Topology of the yeast Ras converting enzyme as inferred from cysteine accessibility studies.

ABSTRACT

The Ras converting enzyme (Rce1p) is an endoprotease that is involved in the post-translational processing of the Ras GTPases and other isoprenylated proteins. Its role in Ras biosynthesis marks Rce1p as an anticancer target. By assessing the chemical accessibility of cysteine residues substituted throughout the Saccharomyces cerevisiae Rce1p sequence, we have determined that yeast Rce1p has eight segments that are protected from chemical modification. Notably, the three residues that are essential for yeast Rce1p function (E156, H194, and H248) are all chemically inaccessible and associated with separate protected segments. By specifically assessing the chemical reactivity and glycosylation potential of the NH2 and COOH termini of Rce1p, we further demonstrate that Rce1p has an odd number of transmembrane spans. Substantial evidence that the most NH2-terminal segment functions as a transmembrane segment with the extreme NH2 terminus projecting into the endoplasmic reticulum (ER) lumen is presented.
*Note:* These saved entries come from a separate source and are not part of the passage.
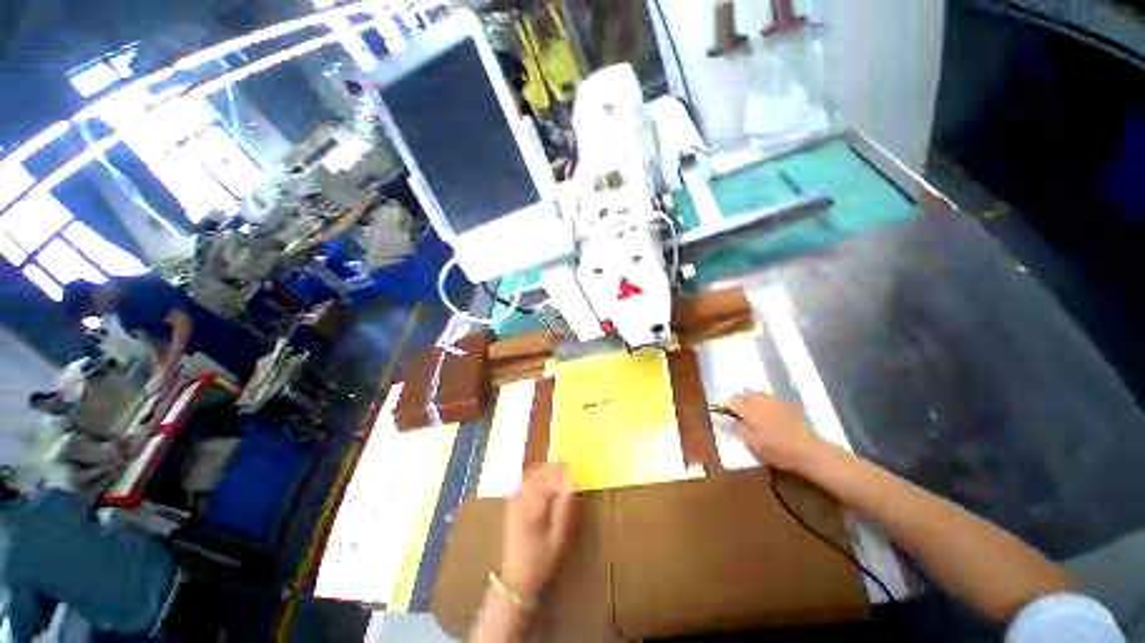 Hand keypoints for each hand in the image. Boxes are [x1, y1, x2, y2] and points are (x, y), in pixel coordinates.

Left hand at [500, 463, 579, 601]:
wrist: (516, 578)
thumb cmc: (541, 559)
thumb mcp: (558, 537)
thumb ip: (564, 508)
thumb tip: (573, 484)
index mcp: (532, 504)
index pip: (547, 476)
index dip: (562, 469)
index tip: (574, 469)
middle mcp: (520, 497)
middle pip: (537, 472)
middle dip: (553, 468)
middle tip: (569, 470)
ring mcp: (513, 500)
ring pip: (530, 475)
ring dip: (545, 471)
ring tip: (559, 475)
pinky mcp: (511, 504)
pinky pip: (523, 482)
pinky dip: (535, 478)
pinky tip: (544, 484)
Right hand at [726, 389, 823, 471]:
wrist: (808, 450)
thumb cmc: (776, 450)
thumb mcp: (753, 444)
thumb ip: (739, 430)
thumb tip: (730, 420)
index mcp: (749, 411)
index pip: (732, 402)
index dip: (727, 405)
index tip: (724, 411)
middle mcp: (761, 402)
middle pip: (746, 392)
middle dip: (741, 398)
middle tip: (741, 410)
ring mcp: (776, 402)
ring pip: (760, 394)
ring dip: (755, 399)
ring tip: (756, 410)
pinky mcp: (789, 406)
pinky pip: (774, 399)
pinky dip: (769, 403)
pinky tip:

Because each of the remaining seven segments is too short to contain two spans and is flanked by chemically reactive positions, we infer that these segments are not transmembrane segments but rather represent compact structural features and/or hydrophobic loops that penetrate but do not fully span the bilayer (i.e., re-entrant helices). We thus propose a topological model in which yeast Rce1p contains a single transmembrane helix localized at its extreme NH2 terminus and one or more re-entrant helices and/or compact structural domains that populate the cytosolic face of the ER membrane. Lastly, we demonstrate that the natural cysteine residues of Rce1p are chemically inaccessible and fully dispensable for in vivo enzyme activity, formally eliminating the possibility of a cysteine-based enzymatic mechanism for this protease.